Akibat relokasi dua pabrik di Kota Bogor diperkirakan menambah 1.500 angka pengangguran baru
(SPN News) Bogor, karena berbagai sebab salah satunya karena Upah Minimum Kota (UMK) maka sejumlah pabrik/industri di Kota Bogor memilih relokasi ke Provinsi Jawa Tengah. Ini yang terjadi belakangan ini dan membuat 1.500 buruh di dua perusahaan garmen di Kota Bogor terancam kena Pemutusan Hubungan Kerja (PHK) massal.
Hal tersebut terungkap dalam pertemuan Lembaga Kerja Sama Tripartit (LKST) Kota Bogor dengan Wali Kota Bogor Bima Arya di Balai Kota Bogor.
“Ribuan buruh yang terancam PHK itu, karena dua industri garmen di Kota Bogor merelokasi pabriknya ke daerah Jawa Tengah. Ini menimbulkan permasalahan baru di bidang ketenagakerjaan,” ungkap Kepala Dinas Tenaga Kerja dan Transmigrasi (Disnakertrans) Kota Bogor, Samson Purba, (27/9/2018).
Lebih lanjut ia mengatakan, dua pabrik garmen yang sudah merelokasi pabriknya ke Jawa Tengah itu karena perusahaan sulit melakukan daya saing lantaran biaya produksi dan tingginya UMK yang ditetapkan pemerintah.
“Pindah pabrik karena tidak mungkin menurunkan upah namun dengan konsekuensinya terjadi PHK dan ini membuat angka pengangguran tinggi yang dikhawatirkan berpengaruh pada angka kriminalitas,” ujarnya.
Ia menuturkan, pindahnya dua pabrik ini membuat LKST memberikan usulan agar di Kota Bogor ada kawasan industri.
“Meski tidak luas, tetapi minimal kawasan industri itu dapat mengembangkan pabriknya, mengingat keahlian tenaga kerja di Kota Bogor jauh lebih terampil dan mumpuni,” ujarnya.
Selain itu, pengusaha industri ingin adanya jaminan perlindungan dari Pemkot terkait keberadaan industri di Kota Bogor agar bisa dipertahankan ditengah misi Kota Bogor yang sedang mengarah menjadi kota jasa.
“Perusahaan industri jangan sampai stagnan dan ditinggalkan, sebaliknya harus bisa dipertahankan dan dikembangkan mengingat jumlah tenaga kerja setiap tahunnya akan semakin banyak,” jelasnya.

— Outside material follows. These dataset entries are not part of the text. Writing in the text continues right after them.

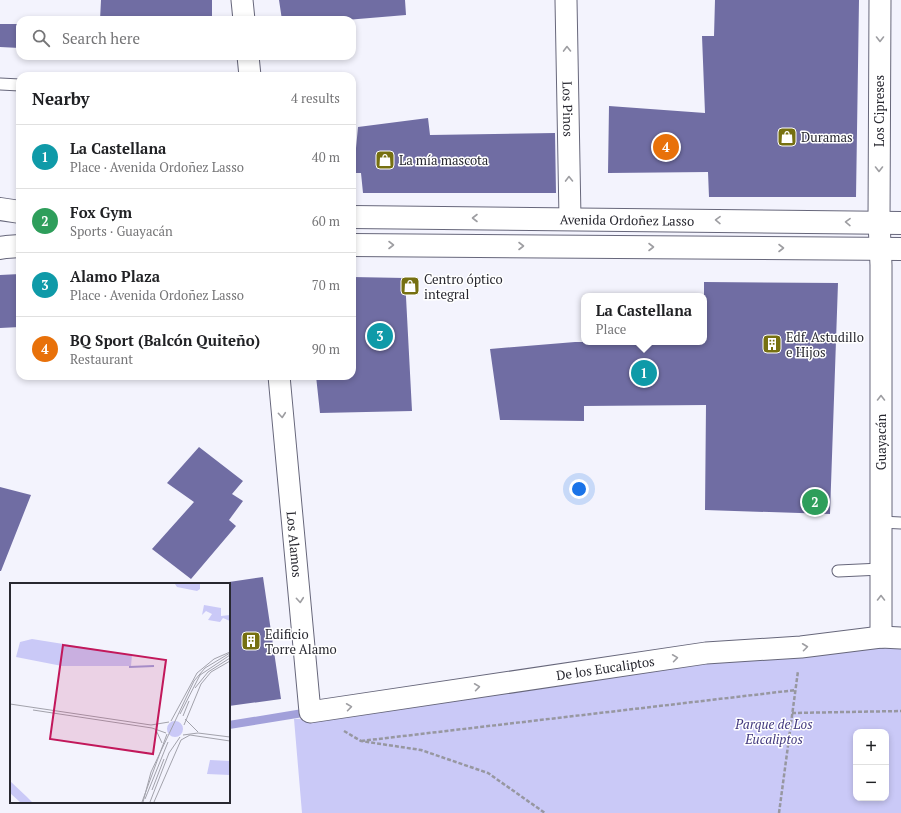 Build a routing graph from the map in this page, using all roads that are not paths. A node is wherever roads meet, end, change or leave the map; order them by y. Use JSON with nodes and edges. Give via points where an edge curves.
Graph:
{"nodes":[{"id":1,"x":242,"y":0,"type":"edge"},
{"id":2,"x":566,"y":0,"type":"edge"},
{"id":3,"x":880,"y":0,"type":"edge"},
{"id":4,"x":244,"y":16,"type":"edge"},
{"id":5,"x":248,"y":60,"type":"edge"},
{"id":6,"x":250,"y":72,"type":"edge"},
{"id":7,"x":0,"y":84,"type":"edge"},
{"id":8,"x":16,"y":85,"type":"edge"},
{"id":9,"x":356,"y":217,"type":"edge"},
{"id":10,"x":570,"y":218,"type":"junction"},
{"id":11,"x":879,"y":222,"type":"junction"},
{"id":12,"x":901,"y":223,"type":"edge"},
{"id":13,"x":356,"y":245,"type":"edge"},
{"id":14,"x":16,"y":246,"type":"edge"},
{"id":15,"x":0,"y":248,"type":"edge"},
{"id":16,"x":891,"y":248,"type":"edge"},
{"id":17,"x":278,"y":380,"type":"edge"},
{"id":18,"x":891,"y":522,"type":"edge"},
{"id":19,"x":881,"y":569,"type":"junction"},
{"id":20,"x":838,"y":571,"type":"dead end"},
{"id":21,"x":891,"y":637,"type":"edge"},
{"id":22,"x":310,"y":712,"type":"joint"}],
"edges":[{"from":1,"to":4,"type":"street"},
{"from":10,"to":2,"type":"street","name":"Los Pinos","one_way":true},
{"from":3,"to":11,"type":"street","name":"Los Cipreses","one_way":true},
{"from":5,"to":6,"type":"street"},
{"from":7,"to":8,"type":"lane"},
{"from":10,"to":9,"type":"main road","name":"Avenida Ordoñez Lasso","one_way":true},
{"from":11,"to":10,"type":"main road","name":"Avenida Ordoñez Lasso","one_way":true},
{"from":11,"to":12,"type":"main road","name":"Avenida Ordoñez Lasso"},
{"from":11,"to":16,"type":"street","name":"Los Cipreses"},
{"from":13,"to":16,"type":"main road","name":"Avenida Ordoñez Lasso","one_way":true},
{"from":14,"to":15,"type":"main road"},
{"from":18,"to":16,"type":"street","name":"Guayacán","one_way":true,"via":[[881,265]]},
{"from":17,"to":22,"type":"street","name":"Los Alamos","one_way":true},
{"from":18,"to":19,"type":"street","name":"Guayacán"},
{"from":19,"to":20,"type":"lane"},
{"from":21,"to":19,"type":"street","name":"Guayacán","one_way":true},
{"from":22,"to":21,"type":"street","name":"De los Eucaliptos","one_way":true,"via":[[706,653],[801,648]]}]} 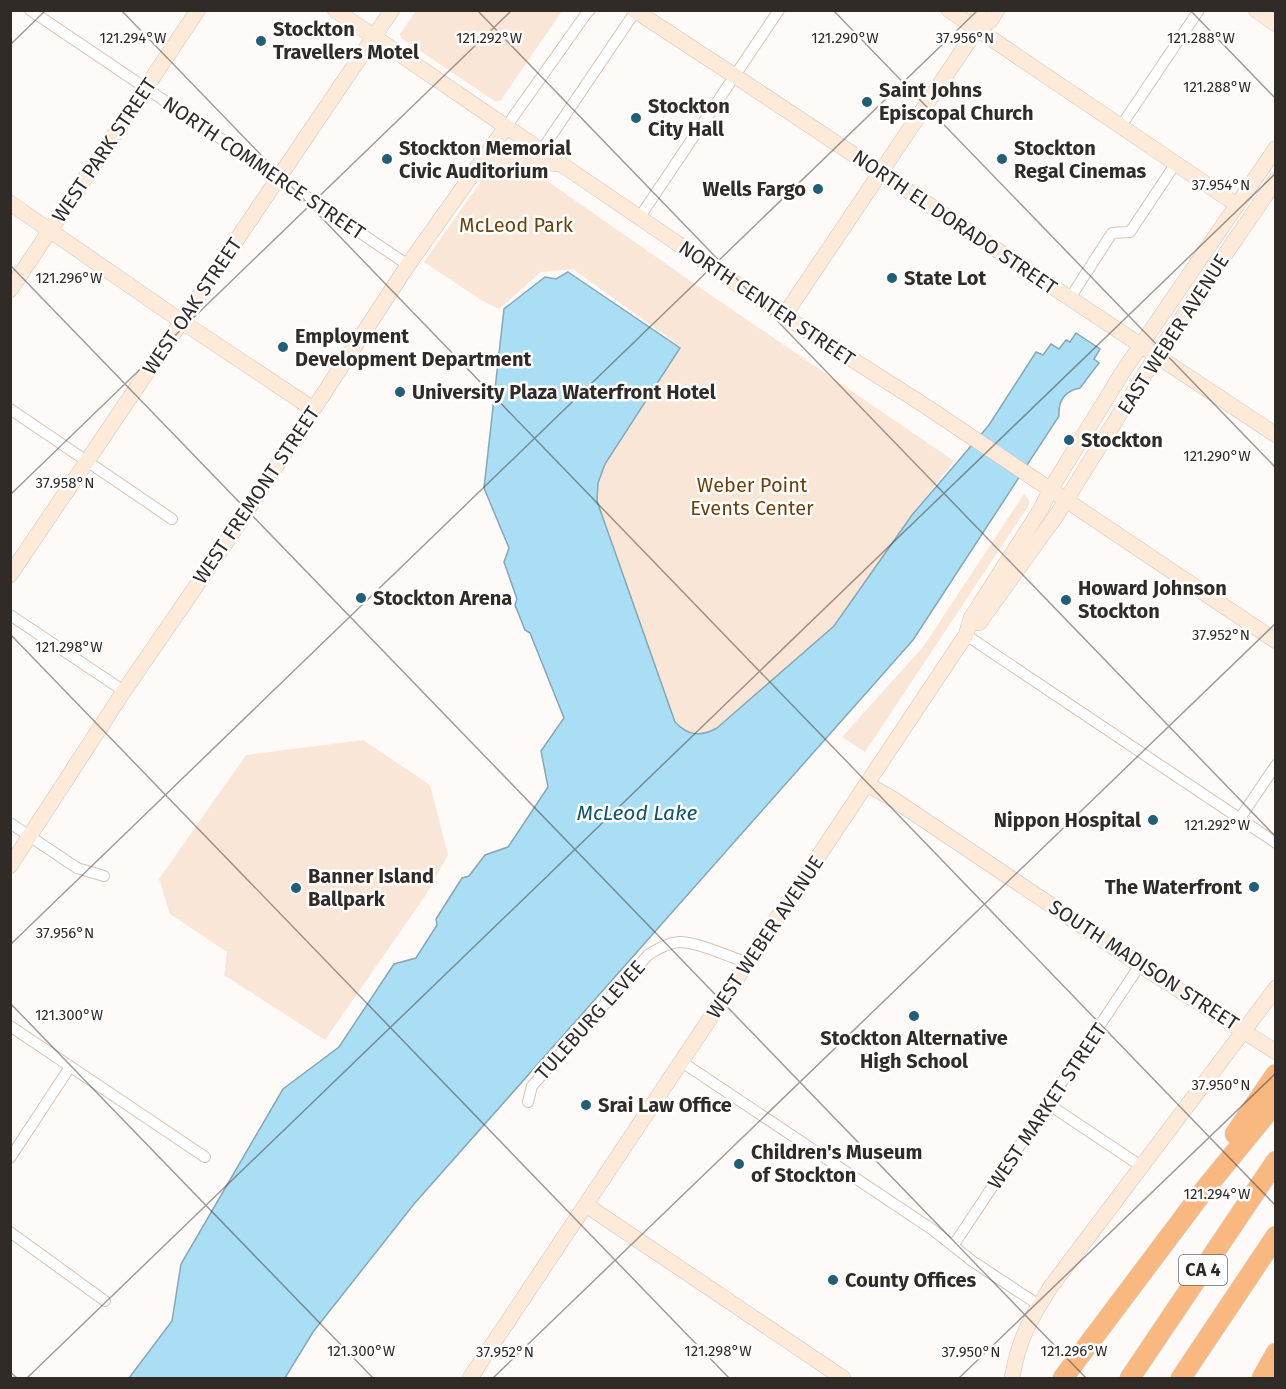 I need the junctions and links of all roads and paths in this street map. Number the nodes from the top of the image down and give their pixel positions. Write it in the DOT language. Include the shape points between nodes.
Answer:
graph roads {
  1 [pos="30,10"];
  2 [pos="198,10"];
  3 [pos="335,10"];
  4 [pos="392,10"];
  5 [pos="590,10"];
  6 [pos="779,10"];
  7 [pos="949,10"];
  8 [pos="980,10"];
  9 [pos="997,10"];
  10 [pos="1199,10"];
  11 [pos="1256,10"];
  12 [pos="634,11"];
  13 [pos="1275,24"];
  14 [pos="977,29"];
  15 [pos="374,36"];
  16 [pos="735,76"];
  17 [pos="146,89"];
  18 [pos="1121,126"];
  19 [pos="506,127"];
  20 [pos="1275,148"];
  21 [pos="541,151"];
  22 [pos="1176,163"];
  23 [pos="562,165"];
  24 [pos="882,172"];
  25 [pos="472,176"];
  26 [pos="279,178"];
  27 [pos="1275,180"];
  28 [pos="10,203"];
  29 [pos="1237,205"];
  30 [pos="639,218"];
  31 [pos="51,230"];
  32 [pos="408,265"];
  33 [pos="10,290"];
  34 [pos="1070,298"];
  35 [pos="784,316"];
  36 [pos="181,321"];
  37 [pos="1141,345"];
  38 [pos="1156,356"];
  39 [pos="313,409"];
  40 [pos="10,410"];
  41 [pos="1275,435"];
  42 [pos="87,463"];
  43 [pos="1050,490"];
  44 [pos="1066,500"];
  45 [pos="172,519"];
  46 [pos="10,575"];
  47 [pos="10,615"];
  48 [pos="966,635"];
  49 [pos="1275,641"];
  50 [pos="124,691"];
  51 [pos="1275,765"];
  52 [pos="867,784"];
  53 [pos="1240,818"];
  54 [pos="10,823"];
  55 [pos="30,836"];
  56 [pos="1275,843"];
  57 [pos="10,866"];
  58 [pos="104,876"];
  59 [pos="748,963"];
  60 [pos="1140,964"];
  61 [pos="1275,988"];
  62 [pos="10,1026"];
  63 [pos="1244,1030"];
  64 [pos="1275,1052"];
  65 [pos="682,1062"];
  66 [pos="70,1067"];
  67 [pos="1273,1088"];
  68 [pos="528,1102"];
  69 [pos="1048,1104"];
  70 [pos="205,1157"];
  71 [pos="10,1158"];
  72 [pos="1275,1161"];
  73 [pos="1141,1166"];
  74 [pos="586,1205"];
  75 [pos="10,1232"];
  76 [pos="1275,1236"];
  77 [pos="953,1246"];
  78 [pos="105,1301"];
  79 [pos="1039,1305"];
  80 [pos="1275,1353"];
  81 [pos="470,1378"];
  82 [pos="843,1378"];
  83 [pos="1012,1378"];
  84 [pos="1063,1378"];
  85 [pos="1130,1378"];
  86 [pos="1180,1378"];
  87 [pos="1262,1378"];
  1 -- 17 [label="street, NORTH COMMERCE STREET"];
  2 -- 17 [label="street, WEST PARK STREET"];
  3 -- 15 [label="street, NORTH CENTER STREET"];
  4 -- 15 [label="street, WEST OAK STREET"];
  5 -- 19 [label="street"];
  6 -- 16 [label="street"];
  7 -- 14 [label="street"];
  8 -- 14 [label="street"];
  9 -- 14 [label="street" via="990,21"];
  10 -- 18 [label="street"];
  11 -- 13 [label="street"];
  12 -- 16 [label="street, NORTH EL DORADO STREET"];
  12 -- 21 [label="street"];
  14 -- 18 [label="street"];
  14 -- 24 [label="street"];
  15 -- 19 [label="street, NORTH CENTER STREET"];
  15 -- 26 [label="street, WEST OAK STREET"];
  16 -- 24 [label="street, NORTH EL DORADO STREET"];
  16 -- 30 [label="street"];
  17 -- 26 [label="street, NORTH COMMERCE STREET"];
  17 -- 31 [label="street, WEST PARK STREET"];
  18 -- 22 [label="street"];
  19 -- 21 [label="street, NORTH CENTER STREET"];
  19 -- 25 [label="street, WEST FREMONT STREET"];
  20 -- 29 [label="street, EAST WEBER AVENUE"];
  21 -- 23 [label="street, NORTH CENTER STREET"];
  22 -- 29 [label="street"];
  22 -- 34 [label="street" via="1130,232 1112,233"];
  23 -- 25 [label="street" via="510,158"];
  23 -- 30 [label="street, NORTH CENTER STREET"];
  24 -- 34 [label="street, NORTH EL DORADO STREET"];
  24 -- 35 [label="street"];
  25 -- 32 [label="street, WEST FREMONT STREET"];
  26 -- 32 [label="street, NORTH COMMERCE STREET"];
  26 -- 36 [label="street, WEST OAK STREET"];
  27 -- 38 [label="street, EAST WEBER AVENUE"];
  28 -- 31 [label="street"];
  29 -- 37 [label="street, EAST WEBER AVENUE"];
  30 -- 35 [label="street, NORTH CENTER STREET"];
  31 -- 33 [label="street, WEST PARK STREET"];
  31 -- 36 [label="street"];
  32 -- 39 [label="street, WEST FREMONT STREET"];
  34 -- 37 [label="street, NORTH EL DORADO STREET"];
  35 -- 43 [label="street, NORTH CENTER STREET"];
  36 -- 39 [label="street"];
  36 -- 42 [label="street, WEST OAK STREET"];
  37 -- 38 [label="street, NORTH EL DORADO STREET"];
  37 -- 43 [label="street, EAST WEBER AVENUE"];
  38 -- 41 [label="street, NORTH EL DORADO STREET"];
  38 -- 44 [label="street, EAST WEBER AVENUE"];
  39 -- 50 [label="street, WEST FREMONT STREET"];
  40 -- 42 [label="street"];
  42 -- 45 [label="street"];
  42 -- 46 [label="street, WEST OAK STREET"];
  43 -- 44 [label="street, NORTH CENTER STREET"];
  43 -- 48 [label="street, WEST WEBER AVENUE" via="971,618"];
  44 -- 48 [label="street, EAST WEBER AVENUE" via="978,625"];
  44 -- 49 [label="street, NORTH CENTER STREET"];
  47 -- 50 [label="street"];
  48 -- 52 [label="street, WEST WEBER AVENUE"];
  48 -- 53 [label="street"];
  50 -- 55 [label="street, WEST FREMONT STREET"];
  51 -- 53 [label="street"];
  52 -- 59 [label="street, WEST WEBER AVENUE"];
  52 -- 60 [label="street, SOUTH MADISON STREET"];
  53 -- 56 [label="street"];
  54 -- 55 [label="street"];
  55 -- 57 [label="street, WEST FREMONT STREET"];
  55 -- 58 [label="street" via="77,868"];
  59 -- 65 [label="street, WEST WEBER AVENUE"];
  59 -- 68 [label="street, TULEBURG LEVEE" via="691,944 662,946 648,955 532,1086"];
  60 -- 63 [label="street, SOUTH MADISON STREET"];
  60 -- 69 [label="street, WEST MARKET STREET"];
  61 -- 63 [label="street"];
  62 -- 66 [label="street"];
  63 -- 64 [label="street, SOUTH MADISON STREET"];
  63 -- 73 [label="street"];
  65 -- 74 [label="street, WEST WEBER AVENUE"];
  65 -- 77 [label="street"];
  66 -- 70 [label="street"];
  66 -- 71 [label="street"];
  67 -- 84 [label="highway, CA 4" via="1222,1151 1205,1189"];
  69 -- 73 [label="street"];
  69 -- 77 [label="street, WEST MARKET STREET"];
  72 -- 85 [label="highway, CA 4"];
  73 -- 79 [label="street"];
  74 -- 81 [label="street, WEST WEBER AVENUE"];
  74 -- 82 [label="street"];
  75 -- 78 [label="street"];
  76 -- 86 [label="highway, CA 4"];
  77 -- 79 [label="street"];
  79 -- 83 [label="street" via="1026,1327"];
  80 -- 87 [label="highway"];
} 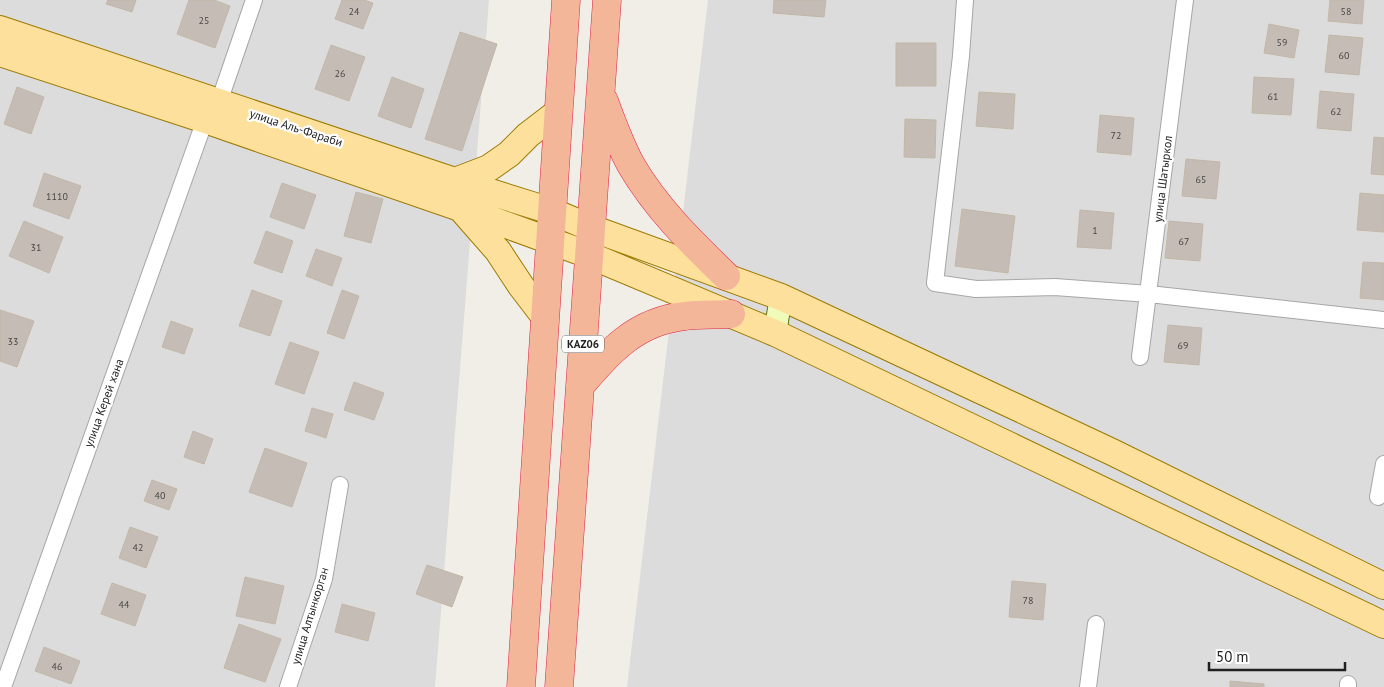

Dalam kesempatan yang sama, Wali Kota Bogor Bima Arya mengatakan, terkait hal ini memang harus dilihat dengan cara yang lebih besar, bukan hanya melihat faktor produksi dan upah tetapi juga pangsa pasar dan permintaan pasar di masa depan.
“Kita juga harus melihat Rencana Tata Ruang Wilayah (RTRW) yang sekarang sedang tahap revisi. Sebab, untuk menyediakan kawasan industri kemungkinan akan terkendala dari sisi ruang yang tersedia di Kota Bogor. Jadi ini perlu bicarakan terlebih dahulu bersama dengan Bappeda Kota Bogor,” jelasnya.
Menurutnya yang penting saat ini, pihaknya memminta Disnaker bisa memberikan database industri yang ada saat ini di Kota Bogor. “Seperti eksistensi industri, jumlah karyawan, omset selama satu tahun, kontribusi terhadap pemerintah, PAD yang masuk, analisis prospek bisnis 10-15 tahun kedepannya,” katanya.